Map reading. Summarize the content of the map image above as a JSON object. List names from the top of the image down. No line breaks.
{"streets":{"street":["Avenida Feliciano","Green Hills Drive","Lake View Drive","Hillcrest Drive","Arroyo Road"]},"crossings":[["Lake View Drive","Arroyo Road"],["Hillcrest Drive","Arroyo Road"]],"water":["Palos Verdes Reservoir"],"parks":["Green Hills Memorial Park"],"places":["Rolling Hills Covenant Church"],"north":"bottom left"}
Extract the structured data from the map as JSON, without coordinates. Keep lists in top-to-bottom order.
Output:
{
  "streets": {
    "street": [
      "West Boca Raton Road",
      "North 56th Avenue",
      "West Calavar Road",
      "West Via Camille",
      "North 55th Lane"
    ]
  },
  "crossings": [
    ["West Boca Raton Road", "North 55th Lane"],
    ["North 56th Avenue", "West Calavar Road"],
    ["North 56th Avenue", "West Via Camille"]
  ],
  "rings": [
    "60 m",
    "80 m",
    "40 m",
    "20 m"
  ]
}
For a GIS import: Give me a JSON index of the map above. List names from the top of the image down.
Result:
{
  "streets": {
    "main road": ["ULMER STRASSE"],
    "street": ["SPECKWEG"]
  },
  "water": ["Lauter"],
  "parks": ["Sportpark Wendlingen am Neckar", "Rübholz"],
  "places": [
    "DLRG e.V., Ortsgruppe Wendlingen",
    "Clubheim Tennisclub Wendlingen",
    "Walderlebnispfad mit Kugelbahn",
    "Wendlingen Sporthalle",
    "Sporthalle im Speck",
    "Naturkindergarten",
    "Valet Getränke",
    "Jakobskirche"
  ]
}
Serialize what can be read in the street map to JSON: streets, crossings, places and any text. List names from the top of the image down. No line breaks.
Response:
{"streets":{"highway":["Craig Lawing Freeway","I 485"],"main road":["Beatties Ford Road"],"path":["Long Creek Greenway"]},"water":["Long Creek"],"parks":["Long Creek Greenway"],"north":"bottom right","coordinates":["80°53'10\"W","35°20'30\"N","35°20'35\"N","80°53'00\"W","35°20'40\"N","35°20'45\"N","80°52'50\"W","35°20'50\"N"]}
§ §
Starting at the top of the data above, repeat every line exactly until the line containing "Serialize what can" has been given, then stop.

Map reading. Summarize the content of the map image above as a JSON object. List names from the top of the image down. No line breaks.
{"streets":{"street":["Avenida Feliciano","Green Hills Drive","Lake View Drive","Hillcrest Drive","Arroyo Road"]},"crossings":[["Lake View Drive","Arroyo Road"],["Hillcrest Drive","Arroyo Road"]],"water":["Palos Verdes Reservoir"],"parks":["Green Hills Memorial Park"],"places":["Rolling Hills Covenant Church"],"north":"bottom left"}
Extract the structured data from the map as JSON, without coordinates. Keep lists in top-to-bottom order.
Output:
{
  "streets": {
    "street": [
      "West Boca Raton Road",
      "North 56th Avenue",
      "West Calavar Road",
      "West Via Camille",
      "North 55th Lane"
    ]
  },
  "crossings": [
    ["West Boca Raton Road", "North 55th Lane"],
    ["North 56th Avenue", "West Calavar Road"],
    ["North 56th Avenue", "West Via Camille"]
  ],
  "rings": [
    "60 m",
    "80 m",
    "40 m",
    "20 m"
  ]
}
For a GIS import: Give me a JSON index of the map above. List names from the top of the image down.
Result:
{
  "streets": {
    "main road": ["ULMER STRASSE"],
    "street": ["SPECKWEG"]
  },
  "water": ["Lauter"],
  "parks": ["Sportpark Wendlingen am Neckar", "Rübholz"],
  "places": [
    "DLRG e.V., Ortsgruppe Wendlingen",
    "Clubheim Tennisclub Wendlingen",
    "Walderlebnispfad mit Kugelbahn",
    "Wendlingen Sporthalle",
    "Sporthalle im Speck",
    "Naturkindergarten",
    "Valet Getränke",
    "Jakobskirche"
  ]
}
Serialize what can be read in the street map to JSON: streets, crossings, places and any text. List names from the top of the image down. No line breaks.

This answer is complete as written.